— Маша, но я должен тебе сказать, что у тебя все получается. Отлично получается. — Он говорил мягко и спокойно, но был в крайнем замешательстве: шизофрения, маниакально-депрессивный психоз?
«Завтра позвоню Летневскому, пусть разберется». Летневский, врач-психиатр, был приятелем его однокурсника, а в те времена еще не распалось цеховое содружество врачей, наследие лучших времен и лучших традиций…
А Маша все читала, уже не могла остановиться:
Когда меня переведет
Мой переводчик шестикрылый
И облекутся полной силой
Мои случайные слова,
Скажу я: отпускаешь ныне
Меня, в цвету моей гордыни,
В одежде радужной грехов,
В небесный дом, под отчий кров.
…Бутонов Машу все не отпускал. Трижды ездила к нему в Расторгуево, и каждая встреча была прощальной, последней. Казалось, что взятая нота была так высока, что выше уже не подняться — сорвется голос, все сорвется…
Только теперь, когда каждая встреча была как последняя, Бутонов признался себе, что Маша настолько затмила свой прообраз, полузабытую Розку, что он не мог даже вспомнить лица исчезнувшей наездницы, и уже не Маша казалась ему подобием Розки, а, наоборот, та мелькнувшая любовь была обещанием теперешней, и неминуемый отъезд усиливал страсти.
Тех двух-трех женщин, которые одновременно и необязательно присутствовали в его жизни, он забросил. Одна, даже несколько нужная по делу, секретарша из Спорткомитета, дала ему понять, что обижена его пренебрежением, вторая, клиентка, молодая балерина, для которой он делал исключение, поскольку массажный стол считал рабочей поверхностью, а не станком для удовольствий, отпала сама собой, переехав в Ригу.
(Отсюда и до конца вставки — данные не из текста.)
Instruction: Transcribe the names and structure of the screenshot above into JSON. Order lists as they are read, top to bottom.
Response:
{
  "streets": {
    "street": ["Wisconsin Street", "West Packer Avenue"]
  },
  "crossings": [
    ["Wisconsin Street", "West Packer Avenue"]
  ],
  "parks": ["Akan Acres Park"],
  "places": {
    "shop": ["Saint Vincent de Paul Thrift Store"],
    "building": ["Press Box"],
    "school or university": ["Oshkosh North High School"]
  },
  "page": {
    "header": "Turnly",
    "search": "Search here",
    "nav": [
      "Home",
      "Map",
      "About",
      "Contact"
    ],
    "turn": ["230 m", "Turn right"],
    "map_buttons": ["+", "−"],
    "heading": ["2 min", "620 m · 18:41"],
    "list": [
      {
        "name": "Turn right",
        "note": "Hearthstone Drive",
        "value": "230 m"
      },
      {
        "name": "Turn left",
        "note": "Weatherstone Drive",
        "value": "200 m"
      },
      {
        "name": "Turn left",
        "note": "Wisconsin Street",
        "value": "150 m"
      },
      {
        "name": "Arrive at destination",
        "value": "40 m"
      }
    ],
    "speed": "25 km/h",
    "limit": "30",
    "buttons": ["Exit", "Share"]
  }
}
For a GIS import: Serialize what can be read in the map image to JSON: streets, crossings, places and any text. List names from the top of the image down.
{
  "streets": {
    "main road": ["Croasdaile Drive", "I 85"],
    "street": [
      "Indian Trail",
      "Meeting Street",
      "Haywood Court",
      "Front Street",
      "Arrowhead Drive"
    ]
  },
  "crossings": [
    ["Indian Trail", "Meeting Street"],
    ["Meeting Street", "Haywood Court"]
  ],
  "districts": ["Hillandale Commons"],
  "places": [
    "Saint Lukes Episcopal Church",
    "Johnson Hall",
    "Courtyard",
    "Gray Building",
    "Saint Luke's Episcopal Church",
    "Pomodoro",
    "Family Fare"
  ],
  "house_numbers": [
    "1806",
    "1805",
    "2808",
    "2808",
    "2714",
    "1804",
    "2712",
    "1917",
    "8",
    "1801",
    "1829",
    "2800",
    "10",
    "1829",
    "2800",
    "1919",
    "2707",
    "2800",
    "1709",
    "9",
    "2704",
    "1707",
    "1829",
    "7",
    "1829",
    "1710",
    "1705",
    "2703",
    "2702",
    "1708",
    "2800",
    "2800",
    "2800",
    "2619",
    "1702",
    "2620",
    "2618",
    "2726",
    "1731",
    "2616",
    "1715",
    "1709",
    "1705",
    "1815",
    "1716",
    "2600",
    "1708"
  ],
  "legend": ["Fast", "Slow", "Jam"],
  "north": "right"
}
Нику он действительно не видел с декабря, перезванивались несколько раз, выражали вежливое желание встретиться, но оба и шагу не делали.
У Бутонова назревал очередной профессиональный кризис. Ему надоела спортивная медицина, однообразные травмы, с которыми он постоянно имел дело, и жестокие интриги, связанные с выездами за рубеж. Подоспело интересное предложение: при Четвертом управлении организовывали реабилитационный центр и Бутонов был одним из претендентов на заведование. Это сулило разные интересные возможности. Жена Оля, достигшая к тридцати пяти годам профессионального потолка, как это бывает у математиков, подталкивала Валерия: новое дело, современное оборудование, нельзя же всю жизнь по одним и тем же точкам пальцами двигать… Иванов, высохший и желтый, все более походивший с годами на буддийского монаха, предостерегал: не по твоему уму, не по твоему характеру… В этом замечании присутствовало одновременно и уважительное признание, и тонкое пренебрежение.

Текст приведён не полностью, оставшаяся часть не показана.